Fort Collins approves homeless locker program without operating restrictions

Samantha Ye

A portion of the soon-to-be 20 homeless lockers sit outside the Fort Collins Mennonite Fellowship on E Oak St. (Natalie Dyer | Collegian)

Over a year after the idea’s initial conceptualization, the Fort Collins Mennonite Fellowship has the go-ahead to begin a self-funded 24/7 locker program for homeless individuals.

The City Planning and Zoning Board approved the church’s Minor Amendment application Thursday, allowing the church to install 20 lockers on the side of their building on the single condition that they also install a security camera to monitor the area.


The decision was a partial acceptance of City staff’s recommendation to approve the lockers but without the operational requirements of constant supervision and limited locker access hours.

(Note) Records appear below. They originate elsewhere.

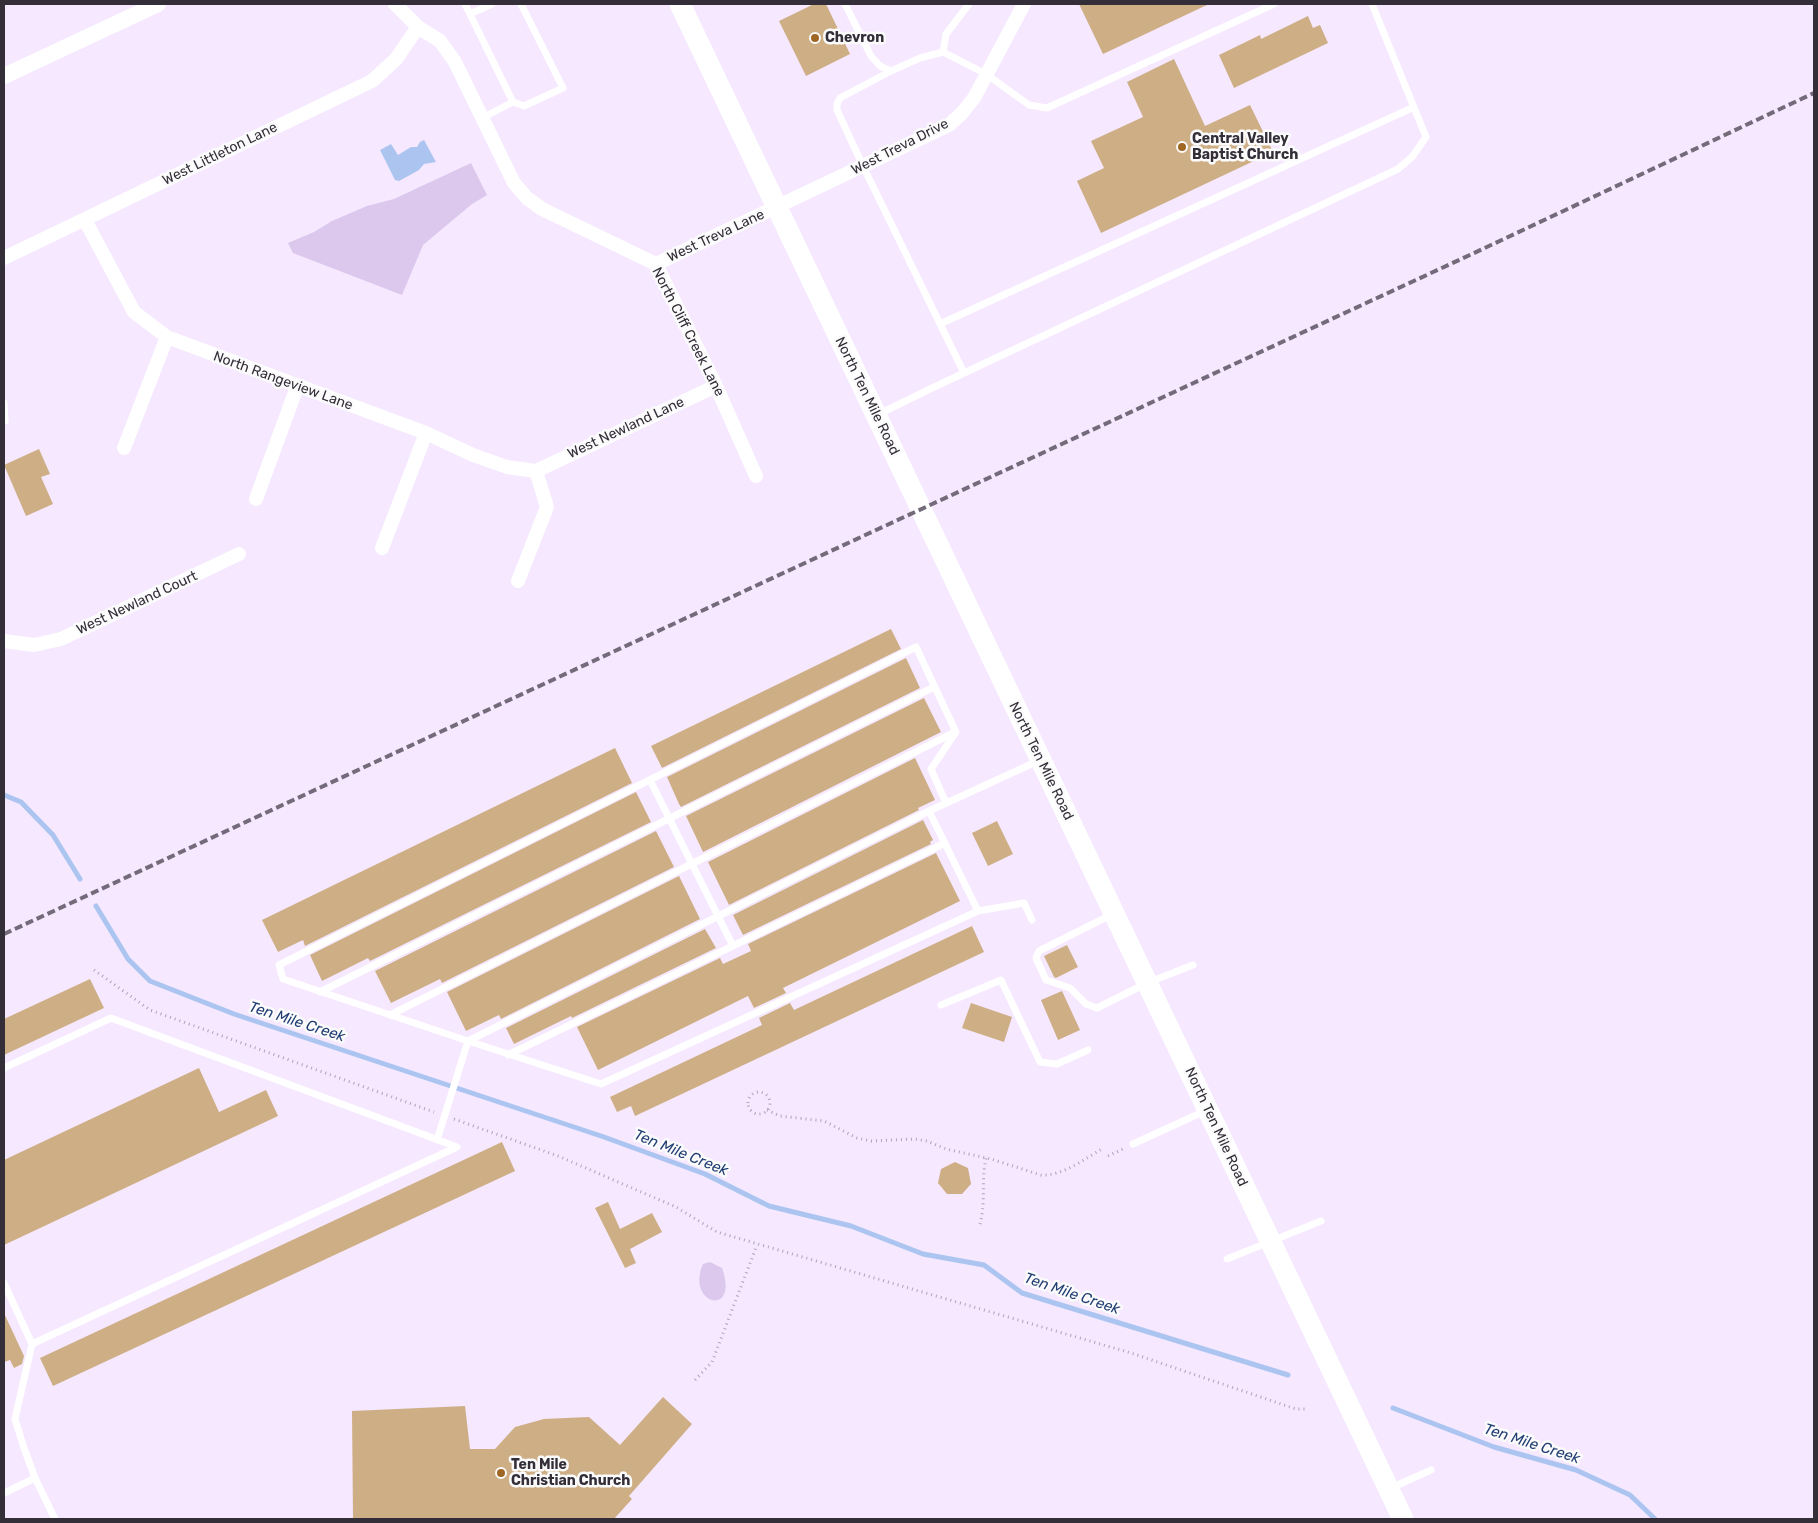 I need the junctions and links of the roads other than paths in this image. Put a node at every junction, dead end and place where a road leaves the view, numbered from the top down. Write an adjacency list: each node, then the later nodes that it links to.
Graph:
1 (158, 4): 17 (street)
2 (395, 4): 13 (street, North Cliff Creek Lane)
3 (466, 4): 12 (lane)
4 (492, 4): 12 (lane)
5 (521, 4): 18 (lane)
6 (681, 4): 22 (main road, North Ten Mile Road)
7 (845, 4): 15 (lane)
8 (970, 4): 14 (lane)
9 (1024, 4): 16 (street, West Treva Drive)
10 (1274, 4): 16 (lane)
11 (1372, 4): 19 (lane)
12 (470, 14): 18 (lane)
13 (418, 27): 20 (street, North Cliff Creek Lane); 23 (street, West Littleton Lane)
14 (943, 52): 15 (lane); 16 (lane)
15 (891, 71): 21 (lane)
16 (986, 74): 21 (street, West Treva Drive)
17 (4, 76)
18 (513, 102): 20 (lane)
19 (1414, 107): 26 (lane); 28 (lane)
20 (482, 118): 25 (street, North Cliff Creek Lane)
21 (863, 166): 22 (street, West Treva Drive); 26 (lane)
22 (777, 208): 25 (street, West Treva Lane); 32 (main road, North Ten Mile Road)
23 (85, 220): 24 (street, West Littleton Lane); 27 (street, North Rangeview Lane)
24 (4, 258)
25 (656, 264): 29 (street, North Cliff Creek Lane)
26 (940, 324): 28 (lane)
27 (167, 337): 30 (street, North Rangeview Lane); 35 (street)
28 (964, 373): 32 (lane)
29 (716, 386): 36 (street, West Newland Lane); 37 (street, North Cliff Creek Lane)
30 (297, 387): 34 (street, North Rangeview Lane); 38 (street)
31 (4, 403): 33 (lane)
32 (876, 416): 45 (main road, North Ten Mile Road)
33 (5, 421)
34 (426, 433): 36 (street, North Rangeview Lane); 39 (street)
35 (124, 448)
36 (536, 471): 41 (street)
37 (756, 476)
38 (256, 499)
39 (382, 548)
40 (238, 554): 42 (street, West Newland Court)
41 (518, 581)
42 (4, 641)
43 (934, 687): 44 (lane); 46 (lane); 49 (lane)
44 (956, 732): 47 (lane); 51 (lane)
45 (1040, 759): 47 (lane); 53 (main road, North Ten Mile Road)
46 (650, 780): 49 (lane); 59 (lane)
47 (946, 803): 48 (lane)
48 (929, 811): 50 (lane); 54 (lane)
49 (669, 819): 51 (lane); 59 (lane)
50 (945, 843): 52 (lane); 56 (lane)
51 (692, 864): 54 (lane); 61 (lane)
52 (978, 911): 55 (lane); 64 (lane)
53 (1114, 914): 58 (main road, North Ten Mile Road); 58 (lane)
54 (718, 916): 56 (lane); 62 (lane)
55 (1032, 920)
56 (733, 946): 64 (lane)
57 (1193, 965): 58 (lane)
58 (1147, 982): 66 (main road, North Ten Mile Road)
59 (320, 992): 61 (lane)
60 (941, 1005): 63 (lane)
61 (390, 1015): 62 (lane)
62 (468, 1041): 64 (lane); 67 (lane)
63 (1088, 1050)
64 (508, 1055)
65 (4, 1068): 67 (lane)
66 (1208, 1110): 68 (lane); 70 (main road, North Ten Mile Road)
67 (437, 1140): 73 (lane)
68 (1133, 1144)
69 (1320, 1221): 70 (lane)
70 (1270, 1241): 71 (lane); 76 (main road, North Ten Mile Road)
71 (1227, 1259)
72 (4, 1283): 73 (lane)
73 (32, 1344): 75 (lane)
74 (1431, 1470): 76 (lane)
75 (35, 1478): 77 (lane); 78 (lane)
76 (1388, 1489): 79 (main road, North Ten Mile Road)
77 (4, 1493)
78 (55, 1519)
79 (1403, 1519)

From the start of the meeting, the Board acknowledged the program was a “hot-button” topic, which had become more controversial with the involvement of the American Civil Liberties Union, however they made it clear their considerations pertain exclusively to the land use code.

Board members Jennifer Carpenter and Christine Pardee both excused themselves from item discussion. Member William Whitley disclosed he is a donor to the ACLU but did not believe it would affect his decisions.

For over an hour, dozens of residents from both sides of the issue spoke during public comments.

Those who asked the Board to reject the application mainly centered on the idea that lockers are unsuitable for a residential location due to potential safety issues.

Many speakers came from neighborhoods near Old Town Library; they recounted times they encountered dangerous litter such as needles or broken bottles, had to step over people sleeping on private property and were made to feel uncomfortable walking past homeless individuals around FCMF.

Those in support of the lockers, many of whom donned bright yellow stickers for the occasion, emphasized the need for 24/7 accessible lockers within the homeless community. Several supporters urged neighbors not to reject the homeless community based on the bad actions of a few and argued the small size of the project meant it would have little to no impact on safety.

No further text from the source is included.